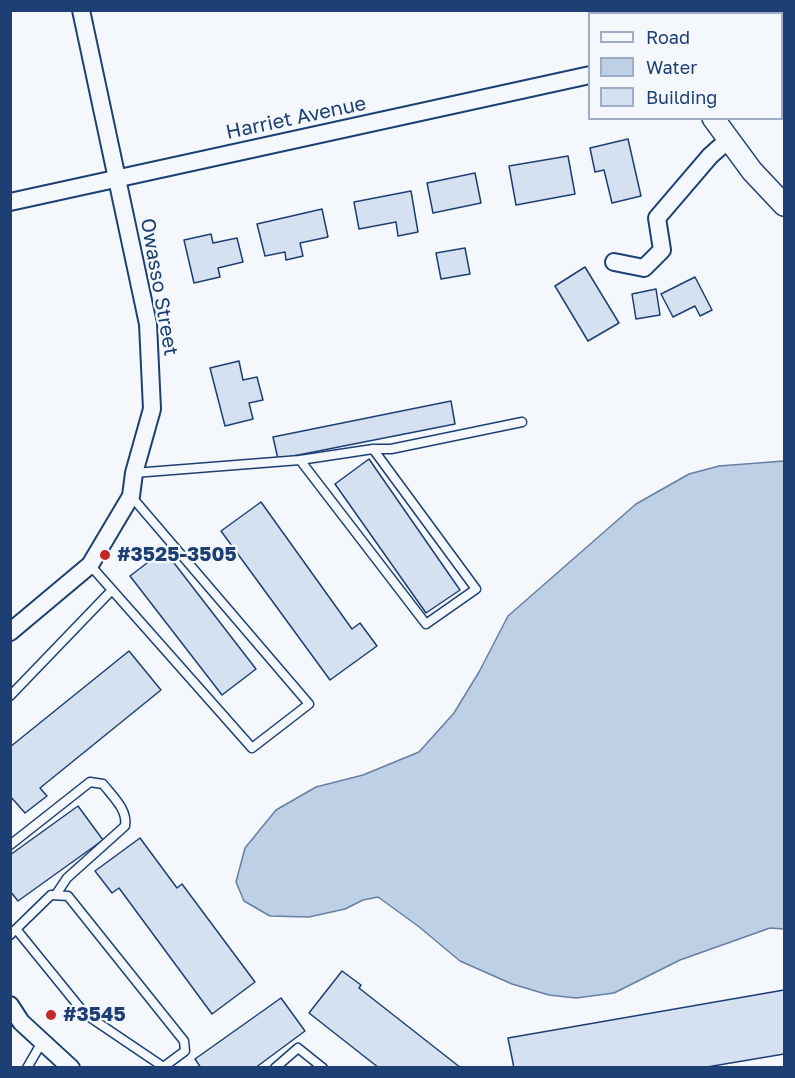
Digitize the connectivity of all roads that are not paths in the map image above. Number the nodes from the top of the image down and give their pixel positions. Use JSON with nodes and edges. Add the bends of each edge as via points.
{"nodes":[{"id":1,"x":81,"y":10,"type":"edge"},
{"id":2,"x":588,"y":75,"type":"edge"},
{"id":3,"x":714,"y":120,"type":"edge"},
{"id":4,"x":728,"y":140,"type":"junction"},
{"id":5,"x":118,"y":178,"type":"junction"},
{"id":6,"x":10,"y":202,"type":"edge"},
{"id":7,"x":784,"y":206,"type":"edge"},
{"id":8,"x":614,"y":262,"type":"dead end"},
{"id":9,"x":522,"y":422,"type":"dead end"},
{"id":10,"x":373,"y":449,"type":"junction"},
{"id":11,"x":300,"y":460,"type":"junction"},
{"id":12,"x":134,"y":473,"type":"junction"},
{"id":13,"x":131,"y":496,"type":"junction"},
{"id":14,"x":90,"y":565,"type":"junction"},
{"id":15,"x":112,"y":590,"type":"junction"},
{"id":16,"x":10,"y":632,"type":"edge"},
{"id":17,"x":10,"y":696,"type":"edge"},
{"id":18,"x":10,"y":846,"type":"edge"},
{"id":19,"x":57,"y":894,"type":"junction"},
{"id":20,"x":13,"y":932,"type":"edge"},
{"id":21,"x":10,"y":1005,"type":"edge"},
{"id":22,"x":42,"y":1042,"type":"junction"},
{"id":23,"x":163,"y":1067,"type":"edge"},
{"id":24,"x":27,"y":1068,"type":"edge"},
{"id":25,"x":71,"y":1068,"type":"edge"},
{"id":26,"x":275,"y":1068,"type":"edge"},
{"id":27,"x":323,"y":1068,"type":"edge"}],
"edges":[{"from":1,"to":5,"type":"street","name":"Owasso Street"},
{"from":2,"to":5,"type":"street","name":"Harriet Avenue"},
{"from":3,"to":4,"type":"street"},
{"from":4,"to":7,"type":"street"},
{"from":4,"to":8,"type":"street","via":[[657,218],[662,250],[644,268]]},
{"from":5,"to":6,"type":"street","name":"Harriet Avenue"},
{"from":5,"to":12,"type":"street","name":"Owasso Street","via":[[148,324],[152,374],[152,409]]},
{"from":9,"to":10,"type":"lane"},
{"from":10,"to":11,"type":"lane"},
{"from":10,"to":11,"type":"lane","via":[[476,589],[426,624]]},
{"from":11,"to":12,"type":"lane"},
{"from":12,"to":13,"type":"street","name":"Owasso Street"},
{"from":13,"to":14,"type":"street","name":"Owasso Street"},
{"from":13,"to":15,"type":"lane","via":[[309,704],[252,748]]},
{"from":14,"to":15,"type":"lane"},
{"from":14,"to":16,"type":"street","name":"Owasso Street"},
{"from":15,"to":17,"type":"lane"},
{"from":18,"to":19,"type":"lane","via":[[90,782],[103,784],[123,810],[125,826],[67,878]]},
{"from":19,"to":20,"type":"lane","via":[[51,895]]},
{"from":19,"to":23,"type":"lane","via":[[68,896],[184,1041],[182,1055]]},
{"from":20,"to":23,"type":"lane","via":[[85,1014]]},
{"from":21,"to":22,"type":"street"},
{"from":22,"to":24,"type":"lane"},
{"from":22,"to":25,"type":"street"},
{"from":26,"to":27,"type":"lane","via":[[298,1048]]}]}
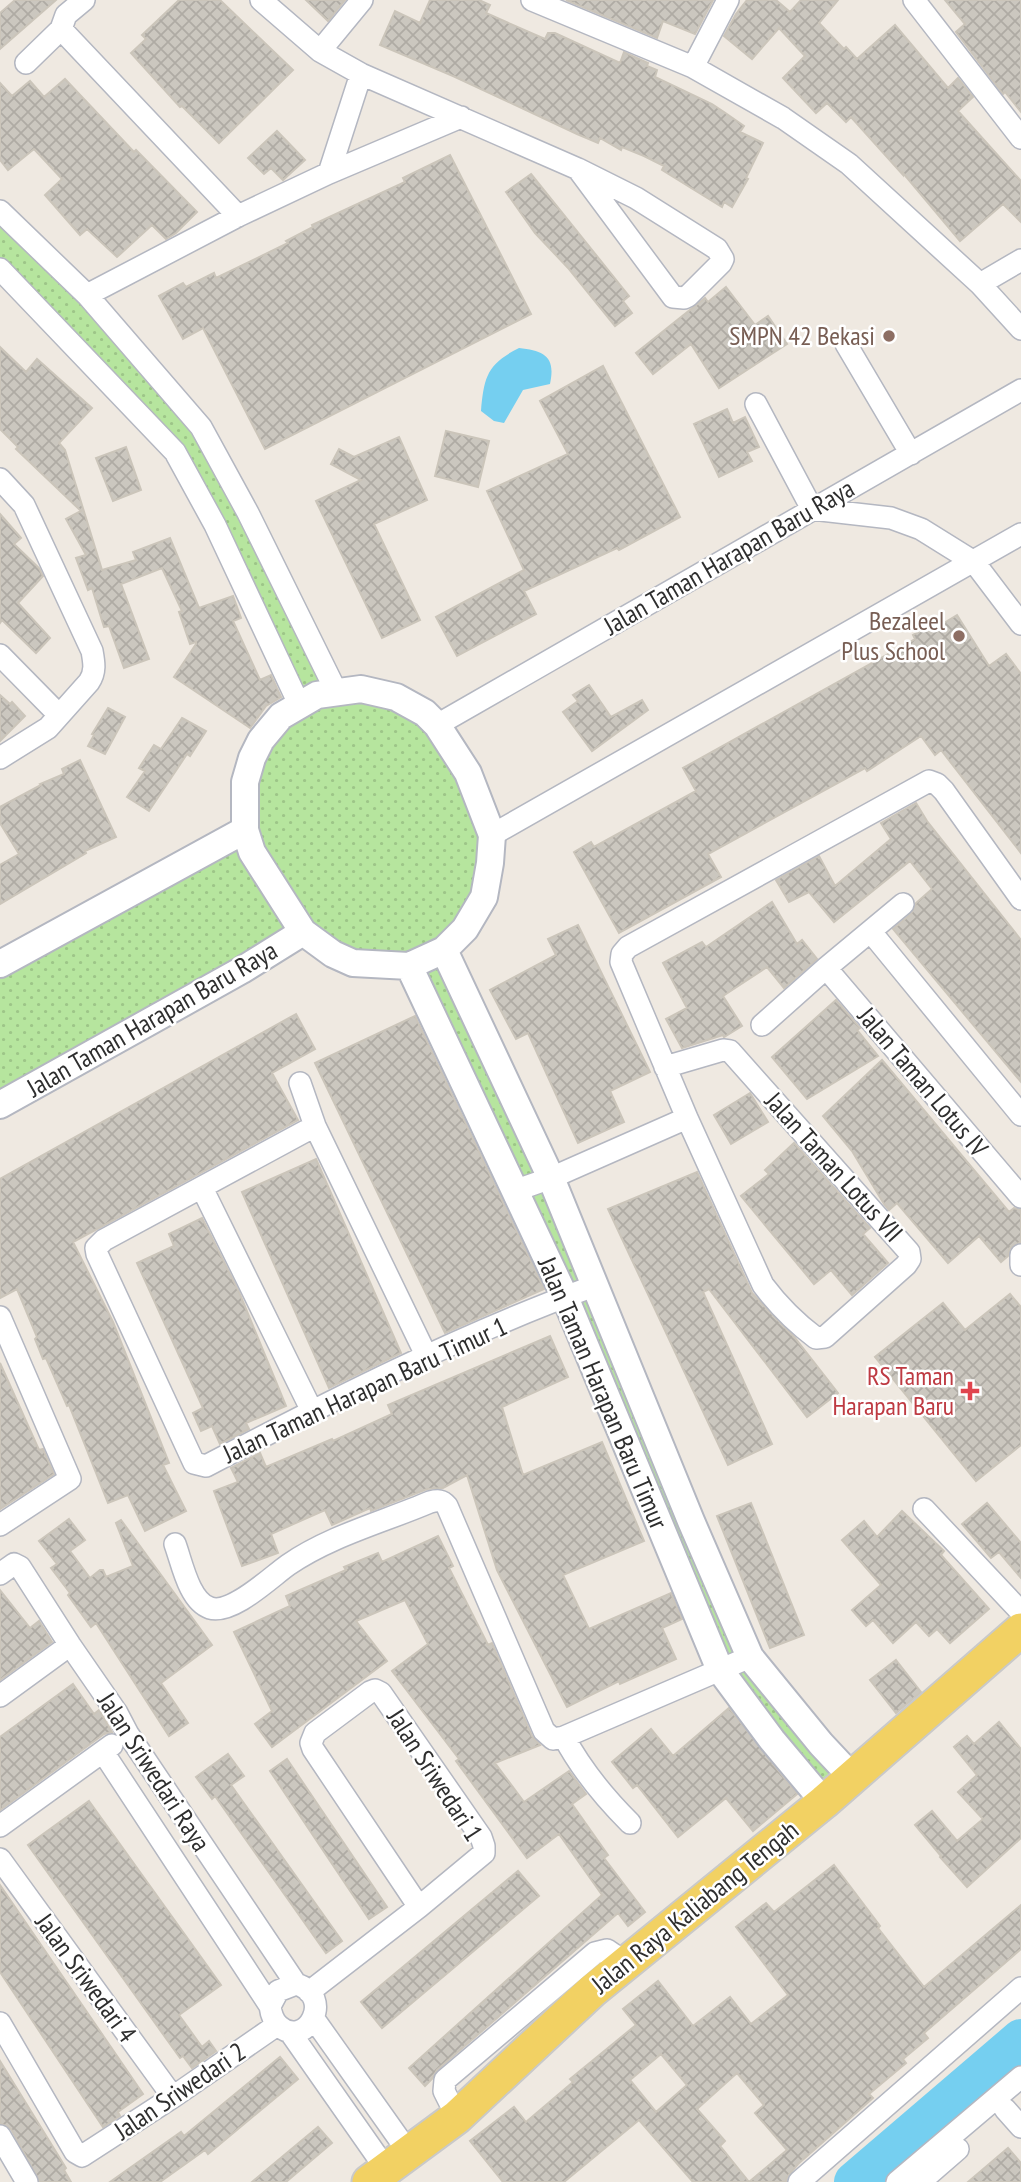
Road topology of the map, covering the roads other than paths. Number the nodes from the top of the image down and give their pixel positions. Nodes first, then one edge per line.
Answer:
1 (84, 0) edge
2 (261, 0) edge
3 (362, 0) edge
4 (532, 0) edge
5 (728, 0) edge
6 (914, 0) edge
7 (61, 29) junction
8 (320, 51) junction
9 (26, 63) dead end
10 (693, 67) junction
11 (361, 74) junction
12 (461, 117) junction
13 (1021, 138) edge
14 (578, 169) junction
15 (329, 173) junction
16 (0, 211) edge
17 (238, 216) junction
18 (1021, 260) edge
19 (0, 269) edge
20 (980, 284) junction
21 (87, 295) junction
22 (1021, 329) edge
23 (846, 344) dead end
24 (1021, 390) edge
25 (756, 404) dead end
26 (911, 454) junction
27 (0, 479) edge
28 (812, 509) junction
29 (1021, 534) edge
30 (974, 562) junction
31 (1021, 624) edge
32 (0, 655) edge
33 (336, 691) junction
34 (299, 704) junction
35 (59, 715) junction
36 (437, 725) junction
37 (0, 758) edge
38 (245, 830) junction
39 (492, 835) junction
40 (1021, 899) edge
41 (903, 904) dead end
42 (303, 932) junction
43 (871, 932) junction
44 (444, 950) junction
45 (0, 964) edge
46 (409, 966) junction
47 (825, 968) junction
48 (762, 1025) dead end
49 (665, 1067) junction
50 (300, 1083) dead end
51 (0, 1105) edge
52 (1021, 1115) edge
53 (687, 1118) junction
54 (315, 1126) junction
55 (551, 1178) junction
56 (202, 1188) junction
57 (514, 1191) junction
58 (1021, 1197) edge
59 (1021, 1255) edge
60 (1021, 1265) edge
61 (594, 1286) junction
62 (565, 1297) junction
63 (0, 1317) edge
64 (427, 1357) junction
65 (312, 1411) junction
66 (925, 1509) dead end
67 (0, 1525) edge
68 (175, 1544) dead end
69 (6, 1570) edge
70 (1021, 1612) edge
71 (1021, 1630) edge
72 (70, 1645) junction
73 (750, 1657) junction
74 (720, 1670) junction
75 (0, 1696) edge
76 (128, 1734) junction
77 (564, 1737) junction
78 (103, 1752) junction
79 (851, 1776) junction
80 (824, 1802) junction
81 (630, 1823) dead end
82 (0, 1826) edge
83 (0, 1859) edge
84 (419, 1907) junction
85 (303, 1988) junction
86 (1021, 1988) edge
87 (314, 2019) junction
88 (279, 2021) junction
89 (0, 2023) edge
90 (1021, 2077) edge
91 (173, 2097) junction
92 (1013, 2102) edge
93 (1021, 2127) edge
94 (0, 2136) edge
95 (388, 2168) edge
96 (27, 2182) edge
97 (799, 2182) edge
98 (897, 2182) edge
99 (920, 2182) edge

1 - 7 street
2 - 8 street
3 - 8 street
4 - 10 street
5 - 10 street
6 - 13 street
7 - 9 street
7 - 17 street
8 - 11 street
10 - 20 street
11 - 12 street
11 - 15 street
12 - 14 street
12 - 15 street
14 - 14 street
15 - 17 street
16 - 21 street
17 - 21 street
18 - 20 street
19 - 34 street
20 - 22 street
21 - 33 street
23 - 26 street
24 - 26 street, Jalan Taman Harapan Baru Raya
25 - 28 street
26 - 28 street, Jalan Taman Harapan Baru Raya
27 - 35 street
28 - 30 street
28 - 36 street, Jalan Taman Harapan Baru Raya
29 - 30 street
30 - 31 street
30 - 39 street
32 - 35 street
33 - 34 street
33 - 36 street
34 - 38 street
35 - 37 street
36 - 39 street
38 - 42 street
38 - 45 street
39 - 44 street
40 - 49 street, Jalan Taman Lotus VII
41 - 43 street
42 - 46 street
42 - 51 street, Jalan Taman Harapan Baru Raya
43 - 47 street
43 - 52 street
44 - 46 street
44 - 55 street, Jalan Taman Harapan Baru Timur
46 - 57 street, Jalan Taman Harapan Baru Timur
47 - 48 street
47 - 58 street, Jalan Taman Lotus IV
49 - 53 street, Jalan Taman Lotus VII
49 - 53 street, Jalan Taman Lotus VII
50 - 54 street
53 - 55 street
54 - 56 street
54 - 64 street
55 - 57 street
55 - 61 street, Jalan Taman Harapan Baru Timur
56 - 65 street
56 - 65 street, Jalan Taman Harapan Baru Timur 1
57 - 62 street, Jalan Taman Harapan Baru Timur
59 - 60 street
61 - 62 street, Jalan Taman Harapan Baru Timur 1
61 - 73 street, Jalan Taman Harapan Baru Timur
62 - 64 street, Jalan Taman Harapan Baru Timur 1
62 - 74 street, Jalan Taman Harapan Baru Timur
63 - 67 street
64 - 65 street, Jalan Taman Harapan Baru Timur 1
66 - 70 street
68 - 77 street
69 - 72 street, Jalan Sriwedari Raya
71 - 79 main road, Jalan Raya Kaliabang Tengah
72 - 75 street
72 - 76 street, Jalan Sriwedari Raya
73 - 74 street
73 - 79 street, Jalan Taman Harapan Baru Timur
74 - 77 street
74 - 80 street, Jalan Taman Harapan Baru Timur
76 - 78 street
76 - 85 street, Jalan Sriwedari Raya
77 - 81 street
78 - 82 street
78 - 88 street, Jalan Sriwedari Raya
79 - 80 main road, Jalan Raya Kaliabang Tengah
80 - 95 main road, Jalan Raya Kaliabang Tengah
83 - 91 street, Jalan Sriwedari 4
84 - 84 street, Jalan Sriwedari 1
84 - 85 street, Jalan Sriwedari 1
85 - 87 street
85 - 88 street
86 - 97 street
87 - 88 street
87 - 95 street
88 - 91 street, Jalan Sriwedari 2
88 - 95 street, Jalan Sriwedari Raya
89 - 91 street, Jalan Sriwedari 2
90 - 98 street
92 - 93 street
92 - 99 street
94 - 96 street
--
Each line of the material that contains the string "Avenue" has to be copied out.

## RESULT FOR THIS EXERCISE
{"from":2,"to":5,"type":"street","name":"Harriet Avenue"},
{"from":5,"to":6,"type":"street","name":"Harriet Avenue"},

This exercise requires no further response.